Exercise goal: Pick out all lines in the listing holding the string "DOLET" and copy them.

Exercise inputs below:

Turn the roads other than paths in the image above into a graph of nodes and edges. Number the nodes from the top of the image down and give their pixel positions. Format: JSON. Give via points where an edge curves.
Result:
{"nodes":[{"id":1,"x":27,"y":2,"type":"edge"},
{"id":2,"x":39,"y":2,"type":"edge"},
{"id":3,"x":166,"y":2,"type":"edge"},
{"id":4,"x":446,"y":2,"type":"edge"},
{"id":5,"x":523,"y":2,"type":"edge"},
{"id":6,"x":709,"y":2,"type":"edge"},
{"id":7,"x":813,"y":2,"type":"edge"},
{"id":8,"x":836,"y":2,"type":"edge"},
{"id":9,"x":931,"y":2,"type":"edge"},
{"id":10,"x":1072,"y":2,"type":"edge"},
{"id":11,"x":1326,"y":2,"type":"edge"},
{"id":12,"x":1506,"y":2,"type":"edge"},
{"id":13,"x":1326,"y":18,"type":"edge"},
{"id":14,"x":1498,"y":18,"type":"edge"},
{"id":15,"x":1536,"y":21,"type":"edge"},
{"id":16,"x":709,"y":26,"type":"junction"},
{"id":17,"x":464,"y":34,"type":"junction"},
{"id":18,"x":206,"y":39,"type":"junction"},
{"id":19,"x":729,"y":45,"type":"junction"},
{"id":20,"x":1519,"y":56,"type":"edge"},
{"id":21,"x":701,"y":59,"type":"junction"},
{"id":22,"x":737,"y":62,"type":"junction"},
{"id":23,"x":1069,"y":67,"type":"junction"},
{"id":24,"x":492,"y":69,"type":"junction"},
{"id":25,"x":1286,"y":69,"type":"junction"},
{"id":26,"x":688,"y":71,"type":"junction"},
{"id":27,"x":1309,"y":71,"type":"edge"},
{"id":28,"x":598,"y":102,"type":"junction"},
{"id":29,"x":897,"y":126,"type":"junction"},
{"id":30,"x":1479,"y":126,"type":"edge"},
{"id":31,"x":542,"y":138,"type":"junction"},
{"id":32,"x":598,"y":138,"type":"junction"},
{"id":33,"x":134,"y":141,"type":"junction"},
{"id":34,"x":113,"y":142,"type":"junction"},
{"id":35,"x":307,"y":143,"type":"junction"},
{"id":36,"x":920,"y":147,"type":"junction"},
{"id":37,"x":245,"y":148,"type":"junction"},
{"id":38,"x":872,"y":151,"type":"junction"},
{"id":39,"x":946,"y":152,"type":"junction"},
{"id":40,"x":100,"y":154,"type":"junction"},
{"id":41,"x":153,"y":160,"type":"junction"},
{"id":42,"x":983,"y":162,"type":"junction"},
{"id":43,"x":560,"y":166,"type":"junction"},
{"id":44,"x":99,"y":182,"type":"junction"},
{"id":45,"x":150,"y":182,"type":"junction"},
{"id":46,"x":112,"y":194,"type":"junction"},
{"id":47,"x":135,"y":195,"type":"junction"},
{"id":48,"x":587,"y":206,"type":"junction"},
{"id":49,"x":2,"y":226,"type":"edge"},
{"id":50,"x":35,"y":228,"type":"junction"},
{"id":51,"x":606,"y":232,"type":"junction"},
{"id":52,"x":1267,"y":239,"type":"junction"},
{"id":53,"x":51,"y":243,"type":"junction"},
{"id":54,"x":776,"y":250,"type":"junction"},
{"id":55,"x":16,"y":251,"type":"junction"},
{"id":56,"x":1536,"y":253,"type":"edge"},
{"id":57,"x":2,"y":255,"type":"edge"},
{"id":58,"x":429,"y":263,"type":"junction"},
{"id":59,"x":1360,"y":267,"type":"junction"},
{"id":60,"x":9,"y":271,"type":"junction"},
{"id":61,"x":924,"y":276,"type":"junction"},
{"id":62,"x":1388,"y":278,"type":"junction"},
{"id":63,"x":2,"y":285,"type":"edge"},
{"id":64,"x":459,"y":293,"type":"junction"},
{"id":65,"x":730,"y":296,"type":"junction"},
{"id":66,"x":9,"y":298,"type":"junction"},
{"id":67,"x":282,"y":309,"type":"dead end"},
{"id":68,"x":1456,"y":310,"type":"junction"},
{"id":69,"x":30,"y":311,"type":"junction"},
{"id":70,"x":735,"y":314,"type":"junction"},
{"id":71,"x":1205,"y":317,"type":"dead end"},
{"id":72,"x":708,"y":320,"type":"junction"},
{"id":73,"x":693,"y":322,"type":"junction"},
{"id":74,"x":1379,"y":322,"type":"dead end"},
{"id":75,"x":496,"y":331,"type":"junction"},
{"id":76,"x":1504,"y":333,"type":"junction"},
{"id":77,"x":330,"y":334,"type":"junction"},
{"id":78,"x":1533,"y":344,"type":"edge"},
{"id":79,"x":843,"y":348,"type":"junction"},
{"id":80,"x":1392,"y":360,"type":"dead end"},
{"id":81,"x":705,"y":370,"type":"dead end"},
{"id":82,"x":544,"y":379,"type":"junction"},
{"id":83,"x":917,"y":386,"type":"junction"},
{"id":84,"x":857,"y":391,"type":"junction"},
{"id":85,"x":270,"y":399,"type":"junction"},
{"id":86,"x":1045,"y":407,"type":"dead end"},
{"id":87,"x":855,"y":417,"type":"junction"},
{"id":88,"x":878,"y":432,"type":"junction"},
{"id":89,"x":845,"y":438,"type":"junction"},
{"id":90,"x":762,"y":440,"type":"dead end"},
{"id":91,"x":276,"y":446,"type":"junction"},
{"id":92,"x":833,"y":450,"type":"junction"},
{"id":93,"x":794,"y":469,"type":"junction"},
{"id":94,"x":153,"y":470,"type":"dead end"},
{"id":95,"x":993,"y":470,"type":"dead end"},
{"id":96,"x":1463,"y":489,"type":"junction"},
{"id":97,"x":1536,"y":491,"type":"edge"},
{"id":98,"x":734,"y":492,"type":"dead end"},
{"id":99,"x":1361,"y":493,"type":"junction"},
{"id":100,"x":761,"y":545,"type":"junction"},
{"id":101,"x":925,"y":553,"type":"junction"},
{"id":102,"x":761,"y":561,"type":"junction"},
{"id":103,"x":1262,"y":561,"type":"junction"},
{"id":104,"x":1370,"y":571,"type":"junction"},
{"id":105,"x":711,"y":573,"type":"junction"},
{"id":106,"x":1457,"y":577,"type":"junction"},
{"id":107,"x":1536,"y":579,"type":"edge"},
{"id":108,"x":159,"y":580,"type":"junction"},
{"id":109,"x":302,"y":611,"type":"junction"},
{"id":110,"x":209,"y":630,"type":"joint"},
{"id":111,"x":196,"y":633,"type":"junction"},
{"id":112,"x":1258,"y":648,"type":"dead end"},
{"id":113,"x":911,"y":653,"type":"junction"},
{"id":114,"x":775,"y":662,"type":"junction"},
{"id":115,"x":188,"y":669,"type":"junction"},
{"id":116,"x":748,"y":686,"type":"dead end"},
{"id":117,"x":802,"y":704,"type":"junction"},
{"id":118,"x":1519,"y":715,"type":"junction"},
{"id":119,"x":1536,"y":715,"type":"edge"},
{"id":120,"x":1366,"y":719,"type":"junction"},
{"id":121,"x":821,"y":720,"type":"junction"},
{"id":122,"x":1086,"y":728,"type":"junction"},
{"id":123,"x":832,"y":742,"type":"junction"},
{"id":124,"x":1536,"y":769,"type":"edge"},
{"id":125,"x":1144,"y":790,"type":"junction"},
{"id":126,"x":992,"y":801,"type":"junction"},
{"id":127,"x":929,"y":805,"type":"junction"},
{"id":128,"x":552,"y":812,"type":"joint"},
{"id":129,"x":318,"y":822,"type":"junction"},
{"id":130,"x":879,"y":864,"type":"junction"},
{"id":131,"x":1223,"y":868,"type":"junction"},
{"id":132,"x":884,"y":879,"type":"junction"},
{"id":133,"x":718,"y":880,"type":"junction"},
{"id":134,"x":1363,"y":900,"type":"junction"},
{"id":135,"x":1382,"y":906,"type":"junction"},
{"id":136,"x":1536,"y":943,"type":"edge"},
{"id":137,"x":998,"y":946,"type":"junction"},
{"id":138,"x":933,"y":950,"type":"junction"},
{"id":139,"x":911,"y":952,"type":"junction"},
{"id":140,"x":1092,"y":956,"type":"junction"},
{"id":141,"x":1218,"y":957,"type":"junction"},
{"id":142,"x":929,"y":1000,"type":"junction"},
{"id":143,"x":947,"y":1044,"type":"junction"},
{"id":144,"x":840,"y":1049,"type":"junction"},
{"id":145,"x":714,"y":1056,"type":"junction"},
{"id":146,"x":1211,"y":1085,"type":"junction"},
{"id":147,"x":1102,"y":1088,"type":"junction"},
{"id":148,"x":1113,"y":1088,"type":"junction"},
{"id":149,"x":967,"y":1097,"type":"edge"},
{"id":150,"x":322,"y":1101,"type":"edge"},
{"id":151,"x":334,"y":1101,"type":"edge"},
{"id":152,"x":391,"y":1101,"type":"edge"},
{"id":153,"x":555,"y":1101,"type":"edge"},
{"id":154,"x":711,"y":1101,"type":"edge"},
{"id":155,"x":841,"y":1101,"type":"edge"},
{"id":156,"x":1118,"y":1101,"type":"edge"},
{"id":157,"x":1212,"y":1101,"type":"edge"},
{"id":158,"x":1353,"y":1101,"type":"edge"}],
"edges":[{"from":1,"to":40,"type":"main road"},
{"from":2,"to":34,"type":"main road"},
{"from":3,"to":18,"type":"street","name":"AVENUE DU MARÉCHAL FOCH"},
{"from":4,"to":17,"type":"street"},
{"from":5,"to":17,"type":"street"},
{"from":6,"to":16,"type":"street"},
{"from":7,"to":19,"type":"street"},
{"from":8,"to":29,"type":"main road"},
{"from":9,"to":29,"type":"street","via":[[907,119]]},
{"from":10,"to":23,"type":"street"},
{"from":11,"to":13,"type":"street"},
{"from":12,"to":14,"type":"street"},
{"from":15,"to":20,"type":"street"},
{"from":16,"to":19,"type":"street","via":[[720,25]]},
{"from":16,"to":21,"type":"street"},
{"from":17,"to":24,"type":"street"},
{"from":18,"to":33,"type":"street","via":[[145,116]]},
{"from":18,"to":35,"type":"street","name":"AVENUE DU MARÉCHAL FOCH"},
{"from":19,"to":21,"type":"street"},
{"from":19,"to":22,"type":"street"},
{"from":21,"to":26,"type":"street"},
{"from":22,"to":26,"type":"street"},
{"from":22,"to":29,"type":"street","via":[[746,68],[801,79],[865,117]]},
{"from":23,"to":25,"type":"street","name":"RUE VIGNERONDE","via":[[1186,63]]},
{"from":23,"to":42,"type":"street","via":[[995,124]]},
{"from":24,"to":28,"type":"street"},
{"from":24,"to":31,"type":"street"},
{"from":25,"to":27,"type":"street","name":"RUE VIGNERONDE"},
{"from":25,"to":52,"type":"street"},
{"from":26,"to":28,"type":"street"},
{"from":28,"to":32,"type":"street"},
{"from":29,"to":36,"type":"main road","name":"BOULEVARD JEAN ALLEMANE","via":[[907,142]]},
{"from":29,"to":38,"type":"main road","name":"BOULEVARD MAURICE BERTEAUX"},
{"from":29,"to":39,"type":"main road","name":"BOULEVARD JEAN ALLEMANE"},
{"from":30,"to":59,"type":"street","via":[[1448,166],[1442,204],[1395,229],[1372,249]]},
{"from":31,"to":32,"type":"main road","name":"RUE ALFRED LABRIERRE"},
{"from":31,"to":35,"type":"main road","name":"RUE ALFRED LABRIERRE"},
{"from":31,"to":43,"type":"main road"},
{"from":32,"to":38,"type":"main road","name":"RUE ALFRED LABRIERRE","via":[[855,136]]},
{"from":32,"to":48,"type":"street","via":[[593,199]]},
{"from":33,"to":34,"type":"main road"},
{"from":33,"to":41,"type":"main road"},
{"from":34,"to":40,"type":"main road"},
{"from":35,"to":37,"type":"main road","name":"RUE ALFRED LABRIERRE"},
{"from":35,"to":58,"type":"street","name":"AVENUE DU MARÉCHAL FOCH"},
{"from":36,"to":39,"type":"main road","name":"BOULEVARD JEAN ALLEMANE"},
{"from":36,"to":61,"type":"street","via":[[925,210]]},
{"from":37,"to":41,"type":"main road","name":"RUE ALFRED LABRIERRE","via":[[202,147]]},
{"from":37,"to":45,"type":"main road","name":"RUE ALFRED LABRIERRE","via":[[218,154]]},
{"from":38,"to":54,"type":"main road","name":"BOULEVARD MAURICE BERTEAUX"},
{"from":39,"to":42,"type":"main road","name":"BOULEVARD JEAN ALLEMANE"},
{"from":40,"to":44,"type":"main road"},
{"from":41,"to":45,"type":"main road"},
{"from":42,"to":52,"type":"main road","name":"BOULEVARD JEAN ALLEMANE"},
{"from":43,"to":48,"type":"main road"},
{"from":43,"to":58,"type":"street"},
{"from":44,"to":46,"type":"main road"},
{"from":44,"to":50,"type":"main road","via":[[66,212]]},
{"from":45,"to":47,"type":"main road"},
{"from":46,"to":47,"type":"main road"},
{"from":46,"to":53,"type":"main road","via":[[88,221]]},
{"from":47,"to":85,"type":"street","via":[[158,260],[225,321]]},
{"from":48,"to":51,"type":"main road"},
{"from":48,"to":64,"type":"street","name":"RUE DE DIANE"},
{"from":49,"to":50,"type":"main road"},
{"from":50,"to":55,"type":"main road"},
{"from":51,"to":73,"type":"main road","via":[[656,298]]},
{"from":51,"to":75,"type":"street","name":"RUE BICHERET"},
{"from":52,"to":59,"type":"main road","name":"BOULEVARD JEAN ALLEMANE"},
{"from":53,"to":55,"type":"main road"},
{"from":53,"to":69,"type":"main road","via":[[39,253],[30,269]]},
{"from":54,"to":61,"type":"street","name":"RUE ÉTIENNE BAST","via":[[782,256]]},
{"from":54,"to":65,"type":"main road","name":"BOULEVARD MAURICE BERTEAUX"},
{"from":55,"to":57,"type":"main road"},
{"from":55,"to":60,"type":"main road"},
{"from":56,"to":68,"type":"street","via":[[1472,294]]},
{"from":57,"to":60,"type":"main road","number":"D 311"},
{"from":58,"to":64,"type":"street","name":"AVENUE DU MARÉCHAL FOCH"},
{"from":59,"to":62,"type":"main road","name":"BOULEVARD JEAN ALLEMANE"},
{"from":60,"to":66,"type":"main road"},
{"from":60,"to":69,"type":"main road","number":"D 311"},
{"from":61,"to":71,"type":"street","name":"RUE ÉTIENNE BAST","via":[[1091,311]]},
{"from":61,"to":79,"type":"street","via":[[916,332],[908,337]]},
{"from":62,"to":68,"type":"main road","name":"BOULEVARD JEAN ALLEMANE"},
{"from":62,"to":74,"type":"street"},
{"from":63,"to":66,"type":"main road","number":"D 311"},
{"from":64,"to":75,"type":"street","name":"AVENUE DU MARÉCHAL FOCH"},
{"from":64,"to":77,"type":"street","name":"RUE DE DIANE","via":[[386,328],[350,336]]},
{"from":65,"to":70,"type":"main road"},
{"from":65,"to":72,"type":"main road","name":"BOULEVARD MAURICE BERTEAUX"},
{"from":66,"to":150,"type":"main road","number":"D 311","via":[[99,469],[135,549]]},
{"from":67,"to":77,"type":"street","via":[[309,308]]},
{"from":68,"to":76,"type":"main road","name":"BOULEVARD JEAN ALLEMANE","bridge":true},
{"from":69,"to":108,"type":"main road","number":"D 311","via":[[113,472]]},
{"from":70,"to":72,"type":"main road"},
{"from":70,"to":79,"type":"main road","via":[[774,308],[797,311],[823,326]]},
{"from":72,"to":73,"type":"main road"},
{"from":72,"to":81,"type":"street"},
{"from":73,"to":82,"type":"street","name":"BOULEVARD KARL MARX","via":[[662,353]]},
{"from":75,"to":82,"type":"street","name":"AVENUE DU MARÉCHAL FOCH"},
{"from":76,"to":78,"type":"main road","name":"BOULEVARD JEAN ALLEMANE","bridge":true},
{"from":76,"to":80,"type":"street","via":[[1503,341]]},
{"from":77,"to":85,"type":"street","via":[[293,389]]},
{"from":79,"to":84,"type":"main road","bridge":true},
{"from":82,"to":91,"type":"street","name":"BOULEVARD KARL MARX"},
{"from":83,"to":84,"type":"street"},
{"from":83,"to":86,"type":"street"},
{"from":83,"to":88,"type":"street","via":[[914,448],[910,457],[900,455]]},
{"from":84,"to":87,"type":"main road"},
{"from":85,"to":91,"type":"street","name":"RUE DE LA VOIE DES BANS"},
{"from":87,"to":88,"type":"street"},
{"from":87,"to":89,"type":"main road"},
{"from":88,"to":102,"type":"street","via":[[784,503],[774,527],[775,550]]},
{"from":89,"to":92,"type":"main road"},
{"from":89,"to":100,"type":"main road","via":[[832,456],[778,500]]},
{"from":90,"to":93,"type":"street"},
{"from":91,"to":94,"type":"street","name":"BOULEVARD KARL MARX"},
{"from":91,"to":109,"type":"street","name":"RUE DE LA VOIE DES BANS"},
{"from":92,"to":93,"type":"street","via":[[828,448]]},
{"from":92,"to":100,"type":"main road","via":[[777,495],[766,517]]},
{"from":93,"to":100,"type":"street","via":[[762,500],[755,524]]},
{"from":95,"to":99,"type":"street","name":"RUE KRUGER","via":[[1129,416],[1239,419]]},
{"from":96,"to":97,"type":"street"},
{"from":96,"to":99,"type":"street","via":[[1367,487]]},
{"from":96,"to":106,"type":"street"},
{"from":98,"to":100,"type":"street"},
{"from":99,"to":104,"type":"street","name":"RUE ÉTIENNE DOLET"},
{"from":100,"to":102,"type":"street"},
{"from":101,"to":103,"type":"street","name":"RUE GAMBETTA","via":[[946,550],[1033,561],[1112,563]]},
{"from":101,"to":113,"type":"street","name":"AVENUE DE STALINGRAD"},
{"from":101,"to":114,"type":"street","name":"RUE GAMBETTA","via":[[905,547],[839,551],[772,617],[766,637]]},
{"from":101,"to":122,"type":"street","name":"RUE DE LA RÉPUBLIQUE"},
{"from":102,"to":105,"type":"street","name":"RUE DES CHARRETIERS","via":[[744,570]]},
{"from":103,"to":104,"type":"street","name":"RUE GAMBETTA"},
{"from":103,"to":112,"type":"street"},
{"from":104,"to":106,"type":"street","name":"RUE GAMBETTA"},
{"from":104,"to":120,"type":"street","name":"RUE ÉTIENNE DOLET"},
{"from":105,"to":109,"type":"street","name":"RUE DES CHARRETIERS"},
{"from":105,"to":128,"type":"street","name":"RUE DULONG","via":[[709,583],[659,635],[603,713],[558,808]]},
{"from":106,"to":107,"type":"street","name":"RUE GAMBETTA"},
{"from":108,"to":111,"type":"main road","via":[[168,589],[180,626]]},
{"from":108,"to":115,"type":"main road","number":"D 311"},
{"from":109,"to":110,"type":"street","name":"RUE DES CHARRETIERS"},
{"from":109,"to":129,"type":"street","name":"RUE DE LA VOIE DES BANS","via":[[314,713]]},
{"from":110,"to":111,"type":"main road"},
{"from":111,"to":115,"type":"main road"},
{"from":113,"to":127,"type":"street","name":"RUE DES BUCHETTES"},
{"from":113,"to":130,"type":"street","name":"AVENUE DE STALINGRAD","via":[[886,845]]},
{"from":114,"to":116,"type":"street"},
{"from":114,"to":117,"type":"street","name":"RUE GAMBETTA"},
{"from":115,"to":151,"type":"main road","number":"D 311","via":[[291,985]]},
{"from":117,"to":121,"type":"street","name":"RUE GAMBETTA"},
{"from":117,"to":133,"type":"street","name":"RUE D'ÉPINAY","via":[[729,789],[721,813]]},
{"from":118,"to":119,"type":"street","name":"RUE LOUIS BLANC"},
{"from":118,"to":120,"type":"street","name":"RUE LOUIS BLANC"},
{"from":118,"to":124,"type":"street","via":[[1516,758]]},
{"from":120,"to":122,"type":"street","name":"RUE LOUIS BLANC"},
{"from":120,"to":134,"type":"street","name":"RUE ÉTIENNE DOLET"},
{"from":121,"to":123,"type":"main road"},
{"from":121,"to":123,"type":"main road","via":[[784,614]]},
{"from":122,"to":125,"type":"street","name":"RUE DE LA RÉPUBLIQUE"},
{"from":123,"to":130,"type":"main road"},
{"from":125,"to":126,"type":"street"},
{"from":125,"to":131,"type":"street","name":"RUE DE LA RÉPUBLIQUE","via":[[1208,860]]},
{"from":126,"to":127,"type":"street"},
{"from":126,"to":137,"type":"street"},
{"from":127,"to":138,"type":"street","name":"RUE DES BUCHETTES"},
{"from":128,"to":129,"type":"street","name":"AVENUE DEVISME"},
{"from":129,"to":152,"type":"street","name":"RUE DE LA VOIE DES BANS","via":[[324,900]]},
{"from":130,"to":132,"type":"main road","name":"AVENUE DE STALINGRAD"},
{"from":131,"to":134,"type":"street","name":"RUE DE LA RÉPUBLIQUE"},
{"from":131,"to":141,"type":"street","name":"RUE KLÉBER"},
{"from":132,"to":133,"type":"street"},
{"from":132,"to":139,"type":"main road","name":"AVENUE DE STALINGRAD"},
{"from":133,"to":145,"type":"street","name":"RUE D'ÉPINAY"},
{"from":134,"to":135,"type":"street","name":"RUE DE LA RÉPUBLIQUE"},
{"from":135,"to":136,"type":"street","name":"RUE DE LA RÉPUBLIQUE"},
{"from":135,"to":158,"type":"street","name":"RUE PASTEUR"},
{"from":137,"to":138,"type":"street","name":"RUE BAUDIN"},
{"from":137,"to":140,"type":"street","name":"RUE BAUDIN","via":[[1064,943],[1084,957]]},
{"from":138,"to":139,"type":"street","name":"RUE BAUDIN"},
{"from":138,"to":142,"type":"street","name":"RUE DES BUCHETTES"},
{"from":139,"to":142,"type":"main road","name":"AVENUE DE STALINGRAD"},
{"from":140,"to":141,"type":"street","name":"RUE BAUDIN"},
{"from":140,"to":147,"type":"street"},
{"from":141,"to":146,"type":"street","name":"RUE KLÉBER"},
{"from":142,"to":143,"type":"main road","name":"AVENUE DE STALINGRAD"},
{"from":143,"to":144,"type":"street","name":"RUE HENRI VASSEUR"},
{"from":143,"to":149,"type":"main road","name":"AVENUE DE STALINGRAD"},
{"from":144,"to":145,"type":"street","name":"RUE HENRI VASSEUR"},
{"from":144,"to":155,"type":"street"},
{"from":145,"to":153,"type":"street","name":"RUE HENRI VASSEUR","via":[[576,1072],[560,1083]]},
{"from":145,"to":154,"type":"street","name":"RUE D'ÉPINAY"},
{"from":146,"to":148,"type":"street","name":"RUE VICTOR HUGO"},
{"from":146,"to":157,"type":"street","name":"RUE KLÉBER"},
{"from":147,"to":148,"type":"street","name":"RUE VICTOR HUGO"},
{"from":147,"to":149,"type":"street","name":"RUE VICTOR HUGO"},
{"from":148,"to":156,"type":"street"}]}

End of Exercise inputs.

Exercise answer:
{"from":99,"to":104,"type":"street","name":"RUE ÉTIENNE DOLET"},
{"from":104,"to":120,"type":"street","name":"RUE ÉTIENNE DOLET"},
{"from":120,"to":134,"type":"street","name":"RUE ÉTIENNE DOLET"},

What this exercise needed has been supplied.